YOUR GOAL |
Copy every line of the material below exactly.
RECORDS FOR THE TASK section start
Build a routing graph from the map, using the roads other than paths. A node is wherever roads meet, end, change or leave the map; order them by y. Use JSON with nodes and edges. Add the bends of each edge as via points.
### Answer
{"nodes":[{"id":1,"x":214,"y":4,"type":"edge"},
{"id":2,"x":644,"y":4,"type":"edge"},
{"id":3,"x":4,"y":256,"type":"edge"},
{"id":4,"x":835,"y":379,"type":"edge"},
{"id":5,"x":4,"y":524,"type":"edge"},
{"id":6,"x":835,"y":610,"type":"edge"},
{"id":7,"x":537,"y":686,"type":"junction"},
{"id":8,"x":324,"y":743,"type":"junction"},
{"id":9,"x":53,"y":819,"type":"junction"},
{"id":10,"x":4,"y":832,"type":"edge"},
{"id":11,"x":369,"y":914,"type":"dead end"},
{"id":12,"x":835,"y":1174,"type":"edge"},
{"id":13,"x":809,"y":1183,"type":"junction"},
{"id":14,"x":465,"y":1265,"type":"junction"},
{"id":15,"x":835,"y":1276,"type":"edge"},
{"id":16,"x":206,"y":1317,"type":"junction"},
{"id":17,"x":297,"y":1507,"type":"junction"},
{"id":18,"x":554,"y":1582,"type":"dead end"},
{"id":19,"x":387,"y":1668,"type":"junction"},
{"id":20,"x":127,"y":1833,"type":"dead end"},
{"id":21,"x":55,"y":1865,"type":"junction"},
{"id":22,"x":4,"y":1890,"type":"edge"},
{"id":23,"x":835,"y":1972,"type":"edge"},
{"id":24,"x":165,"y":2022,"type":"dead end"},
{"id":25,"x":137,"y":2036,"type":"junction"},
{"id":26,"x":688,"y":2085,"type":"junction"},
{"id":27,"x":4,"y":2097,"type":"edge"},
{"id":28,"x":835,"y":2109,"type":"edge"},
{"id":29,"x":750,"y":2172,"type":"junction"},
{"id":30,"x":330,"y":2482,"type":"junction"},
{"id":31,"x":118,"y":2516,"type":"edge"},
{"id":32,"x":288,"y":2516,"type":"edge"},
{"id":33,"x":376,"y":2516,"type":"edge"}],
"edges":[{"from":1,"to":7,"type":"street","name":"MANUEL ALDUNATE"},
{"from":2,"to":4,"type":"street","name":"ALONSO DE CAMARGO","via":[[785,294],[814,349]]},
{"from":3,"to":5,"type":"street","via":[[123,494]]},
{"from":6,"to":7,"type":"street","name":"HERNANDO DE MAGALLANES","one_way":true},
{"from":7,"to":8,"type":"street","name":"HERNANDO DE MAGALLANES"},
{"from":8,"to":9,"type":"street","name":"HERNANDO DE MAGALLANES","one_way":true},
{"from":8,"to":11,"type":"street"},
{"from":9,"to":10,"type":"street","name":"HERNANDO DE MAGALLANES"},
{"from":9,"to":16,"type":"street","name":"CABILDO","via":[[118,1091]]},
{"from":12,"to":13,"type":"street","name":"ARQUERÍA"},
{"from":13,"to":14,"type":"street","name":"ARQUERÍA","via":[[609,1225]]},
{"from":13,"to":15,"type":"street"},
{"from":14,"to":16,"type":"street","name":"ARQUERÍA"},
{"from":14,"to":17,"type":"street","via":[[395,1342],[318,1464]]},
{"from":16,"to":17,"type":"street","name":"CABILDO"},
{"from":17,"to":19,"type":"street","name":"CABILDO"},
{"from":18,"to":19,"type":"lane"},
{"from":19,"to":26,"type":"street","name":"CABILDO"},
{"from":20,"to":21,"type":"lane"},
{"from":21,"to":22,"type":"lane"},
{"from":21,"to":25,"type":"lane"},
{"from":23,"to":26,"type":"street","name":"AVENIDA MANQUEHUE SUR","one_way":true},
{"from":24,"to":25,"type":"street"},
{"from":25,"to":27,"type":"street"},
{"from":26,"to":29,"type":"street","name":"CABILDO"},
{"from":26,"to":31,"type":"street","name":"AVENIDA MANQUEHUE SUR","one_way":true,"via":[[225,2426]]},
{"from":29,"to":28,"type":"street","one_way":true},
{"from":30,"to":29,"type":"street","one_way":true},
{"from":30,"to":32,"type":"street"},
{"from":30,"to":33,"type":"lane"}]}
RECORDS FOR THE TASK section end
SOLUTION TO THIS TASK |
Build a routing graph from the map, using the roads other than paths. A node is wherever roads meet, end, change or leave the map; order them by y. Use JSON with nodes and edges. Add the bends of each edge as via points.
### Answer
{"nodes":[{"id":1,"x":214,"y":4,"type":"edge"},
{"id":2,"x":644,"y":4,"type":"edge"},
{"id":3,"x":4,"y":256,"type":"edge"},
{"id":4,"x":835,"y":379,"type":"edge"},
{"id":5,"x":4,"y":524,"type":"edge"},
{"id":6,"x":835,"y":610,"type":"edge"},
{"id":7,"x":537,"y":686,"type":"junction"},
{"id":8,"x":324,"y":743,"type":"junction"},
{"id":9,"x":53,"y":819,"type":"junction"},
{"id":10,"x":4,"y":832,"type":"edge"},
{"id":11,"x":369,"y":914,"type":"dead end"},
{"id":12,"x":835,"y":1174,"type":"edge"},
{"id":13,"x":809,"y":1183,"type":"junction"},
{"id":14,"x":465,"y":1265,"type":"junction"},
{"id":15,"x":835,"y":1276,"type":"edge"},
{"id":16,"x":206,"y":1317,"type":"junction"},
{"id":17,"x":297,"y":1507,"type":"junction"},
{"id":18,"x":554,"y":1582,"type":"dead end"},
{"id":19,"x":387,"y":1668,"type":"junction"},
{"id":20,"x":127,"y":1833,"type":"dead end"},
{"id":21,"x":55,"y":1865,"type":"junction"},
{"id":22,"x":4,"y":1890,"type":"edge"},
{"id":23,"x":835,"y":1972,"type":"edge"},
{"id":24,"x":165,"y":2022,"type":"dead end"},
{"id":25,"x":137,"y":2036,"type":"junction"},
{"id":26,"x":688,"y":2085,"type":"junction"},
{"id":27,"x":4,"y":2097,"type":"edge"},
{"id":28,"x":835,"y":2109,"type":"edge"},
{"id":29,"x":750,"y":2172,"type":"junction"},
{"id":30,"x":330,"y":2482,"type":"junction"},
{"id":31,"x":118,"y":2516,"type":"edge"},
{"id":32,"x":288,"y":2516,"type":"edge"},
{"id":33,"x":376,"y":2516,"type":"edge"}],
"edges":[{"from":1,"to":7,"type":"street","name":"MANUEL ALDUNATE"},
{"from":2,"to":4,"type":"street","name":"ALONSO DE CAMARGO","via":[[785,294],[814,349]]},
{"from":3,"to":5,"type":"street","via":[[123,494]]},
{"from":6,"to":7,"type":"street","name":"HERNANDO DE MAGALLANES","one_way":true},
{"from":7,"to":8,"type":"street","name":"HERNANDO DE MAGALLANES"},
{"from":8,"to":9,"type":"street","name":"HERNANDO DE MAGALLANES","one_way":true},
{"from":8,"to":11,"type":"street"},
{"from":9,"to":10,"type":"street","name":"HERNANDO DE MAGALLANES"},
{"from":9,"to":16,"type":"street","name":"CABILDO","via":[[118,1091]]},
{"from":12,"to":13,"type":"street","name":"ARQUERÍA"},
{"from":13,"to":14,"type":"street","name":"ARQUERÍA","via":[[609,1225]]},
{"from":13,"to":15,"type":"street"},
{"from":14,"to":16,"type":"street","name":"ARQUERÍA"},
{"from":14,"to":17,"type":"street","via":[[395,1342],[318,1464]]},
{"from":16,"to":17,"type":"street","name":"CABILDO"},
{"from":17,"to":19,"type":"street","name":"CABILDO"},
{"from":18,"to":19,"type":"lane"},
{"from":19,"to":26,"type":"street","name":"CABILDO"},
{"from":20,"to":21,"type":"lane"},
{"from":21,"to":22,"type":"lane"},
{"from":21,"to":25,"type":"lane"},
{"from":23,"to":26,"type":"street","name":"AVENIDA MANQUEHUE SUR","one_way":true},
{"from":24,"to":25,"type":"street"},
{"from":25,"to":27,"type":"street"},
{"from":26,"to":29,"type":"street","name":"CABILDO"},
{"from":26,"to":31,"type":"street","name":"AVENIDA MANQUEHUE SUR","one_way":true,"via":[[225,2426]]},
{"from":29,"to":28,"type":"street","one_way":true},
{"from":30,"to":29,"type":"street","one_way":true},
{"from":30,"to":32,"type":"street"},
{"from":30,"to":33,"type":"lane"}]}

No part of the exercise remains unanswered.